**Supplied data:**
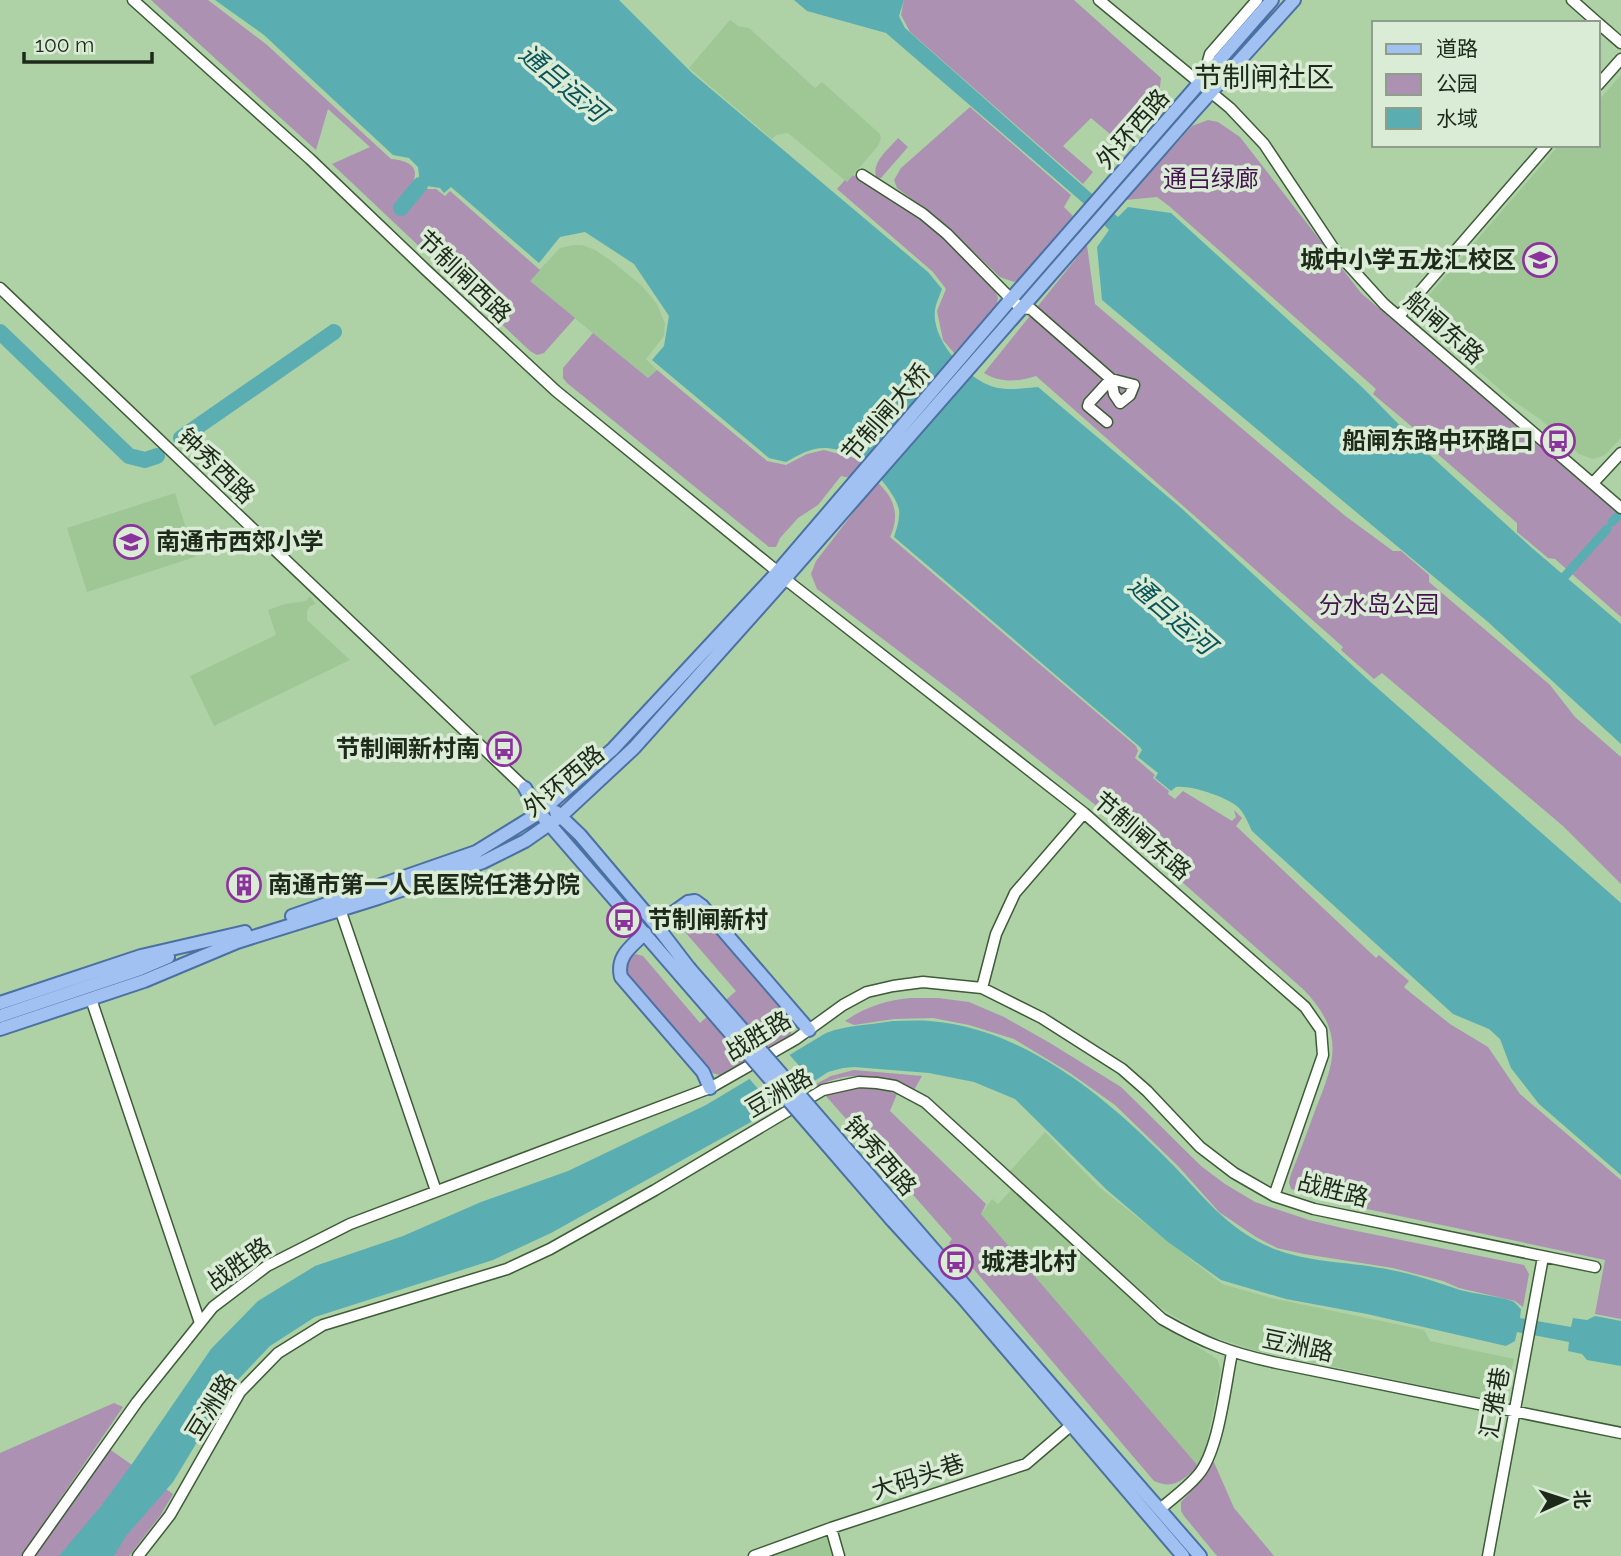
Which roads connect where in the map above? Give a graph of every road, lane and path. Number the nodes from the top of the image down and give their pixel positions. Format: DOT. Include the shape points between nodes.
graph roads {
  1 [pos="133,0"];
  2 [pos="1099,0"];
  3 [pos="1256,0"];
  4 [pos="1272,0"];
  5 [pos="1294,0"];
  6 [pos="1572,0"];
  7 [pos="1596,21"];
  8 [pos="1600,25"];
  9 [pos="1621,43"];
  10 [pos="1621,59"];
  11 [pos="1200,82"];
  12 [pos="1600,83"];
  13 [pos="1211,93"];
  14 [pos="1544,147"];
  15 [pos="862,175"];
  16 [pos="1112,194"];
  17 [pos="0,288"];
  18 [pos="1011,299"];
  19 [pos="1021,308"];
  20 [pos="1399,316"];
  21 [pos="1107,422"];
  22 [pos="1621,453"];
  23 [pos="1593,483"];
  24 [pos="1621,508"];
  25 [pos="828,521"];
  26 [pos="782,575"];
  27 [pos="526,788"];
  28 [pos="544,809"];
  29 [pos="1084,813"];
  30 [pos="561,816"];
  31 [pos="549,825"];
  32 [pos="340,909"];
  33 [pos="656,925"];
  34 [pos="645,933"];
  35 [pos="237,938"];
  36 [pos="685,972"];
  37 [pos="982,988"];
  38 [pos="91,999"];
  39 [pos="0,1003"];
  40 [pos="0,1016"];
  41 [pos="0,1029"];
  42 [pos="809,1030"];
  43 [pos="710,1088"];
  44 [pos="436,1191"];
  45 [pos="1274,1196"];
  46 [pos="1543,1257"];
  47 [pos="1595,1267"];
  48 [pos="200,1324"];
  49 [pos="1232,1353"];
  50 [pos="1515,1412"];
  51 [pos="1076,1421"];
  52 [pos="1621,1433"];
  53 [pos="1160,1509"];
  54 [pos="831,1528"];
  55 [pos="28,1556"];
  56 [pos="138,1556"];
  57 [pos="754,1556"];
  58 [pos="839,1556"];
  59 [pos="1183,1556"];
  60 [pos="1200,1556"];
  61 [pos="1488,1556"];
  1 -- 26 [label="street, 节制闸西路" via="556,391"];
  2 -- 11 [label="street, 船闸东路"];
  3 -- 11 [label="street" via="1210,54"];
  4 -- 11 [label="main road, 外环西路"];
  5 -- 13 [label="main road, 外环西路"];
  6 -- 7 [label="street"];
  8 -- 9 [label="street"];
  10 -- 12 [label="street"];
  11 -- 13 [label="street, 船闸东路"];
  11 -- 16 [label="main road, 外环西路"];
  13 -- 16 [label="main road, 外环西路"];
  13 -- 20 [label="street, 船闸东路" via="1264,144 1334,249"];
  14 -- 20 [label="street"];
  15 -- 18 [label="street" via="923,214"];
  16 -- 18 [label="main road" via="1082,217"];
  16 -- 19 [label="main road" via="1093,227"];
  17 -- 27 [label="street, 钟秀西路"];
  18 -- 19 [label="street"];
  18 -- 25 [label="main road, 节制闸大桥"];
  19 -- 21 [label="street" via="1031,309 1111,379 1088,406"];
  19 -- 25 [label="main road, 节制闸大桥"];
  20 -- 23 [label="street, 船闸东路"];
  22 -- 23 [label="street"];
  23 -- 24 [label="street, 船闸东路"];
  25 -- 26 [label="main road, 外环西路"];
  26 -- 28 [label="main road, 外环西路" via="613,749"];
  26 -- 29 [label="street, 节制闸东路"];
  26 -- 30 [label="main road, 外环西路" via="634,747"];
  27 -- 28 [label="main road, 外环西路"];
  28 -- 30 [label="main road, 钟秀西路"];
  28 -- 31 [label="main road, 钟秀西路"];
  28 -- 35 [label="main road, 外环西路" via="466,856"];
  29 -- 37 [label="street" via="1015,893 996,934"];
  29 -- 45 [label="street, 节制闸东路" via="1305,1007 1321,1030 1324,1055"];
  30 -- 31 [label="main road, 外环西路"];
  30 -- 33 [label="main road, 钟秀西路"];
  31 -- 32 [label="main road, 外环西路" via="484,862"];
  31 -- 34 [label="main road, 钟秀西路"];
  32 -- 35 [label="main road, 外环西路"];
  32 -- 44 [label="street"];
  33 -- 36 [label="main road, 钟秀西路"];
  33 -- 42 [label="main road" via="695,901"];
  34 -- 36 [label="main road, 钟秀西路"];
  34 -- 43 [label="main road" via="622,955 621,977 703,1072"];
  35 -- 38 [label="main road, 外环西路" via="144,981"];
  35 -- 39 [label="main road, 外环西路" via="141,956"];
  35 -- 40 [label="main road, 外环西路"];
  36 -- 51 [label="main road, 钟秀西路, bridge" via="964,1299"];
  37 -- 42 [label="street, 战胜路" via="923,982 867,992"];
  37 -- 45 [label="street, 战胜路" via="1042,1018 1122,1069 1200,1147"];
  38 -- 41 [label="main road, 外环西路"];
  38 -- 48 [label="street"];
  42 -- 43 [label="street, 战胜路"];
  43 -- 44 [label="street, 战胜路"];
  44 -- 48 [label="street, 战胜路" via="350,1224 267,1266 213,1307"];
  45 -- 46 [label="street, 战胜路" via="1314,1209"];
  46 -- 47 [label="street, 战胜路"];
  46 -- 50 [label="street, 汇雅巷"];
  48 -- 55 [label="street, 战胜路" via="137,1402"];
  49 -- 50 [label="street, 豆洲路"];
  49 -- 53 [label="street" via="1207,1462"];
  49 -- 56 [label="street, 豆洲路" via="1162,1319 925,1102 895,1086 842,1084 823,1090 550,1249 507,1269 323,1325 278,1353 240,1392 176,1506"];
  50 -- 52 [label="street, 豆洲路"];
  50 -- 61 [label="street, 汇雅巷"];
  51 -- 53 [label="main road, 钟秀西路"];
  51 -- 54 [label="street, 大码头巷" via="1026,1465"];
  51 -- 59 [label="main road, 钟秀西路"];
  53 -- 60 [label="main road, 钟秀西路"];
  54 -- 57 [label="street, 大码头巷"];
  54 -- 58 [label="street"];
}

**Problem to work on:** Each line above that contains "节制闸东路" counts once; report the total of such lines and nothing more.

**Written answer:** 2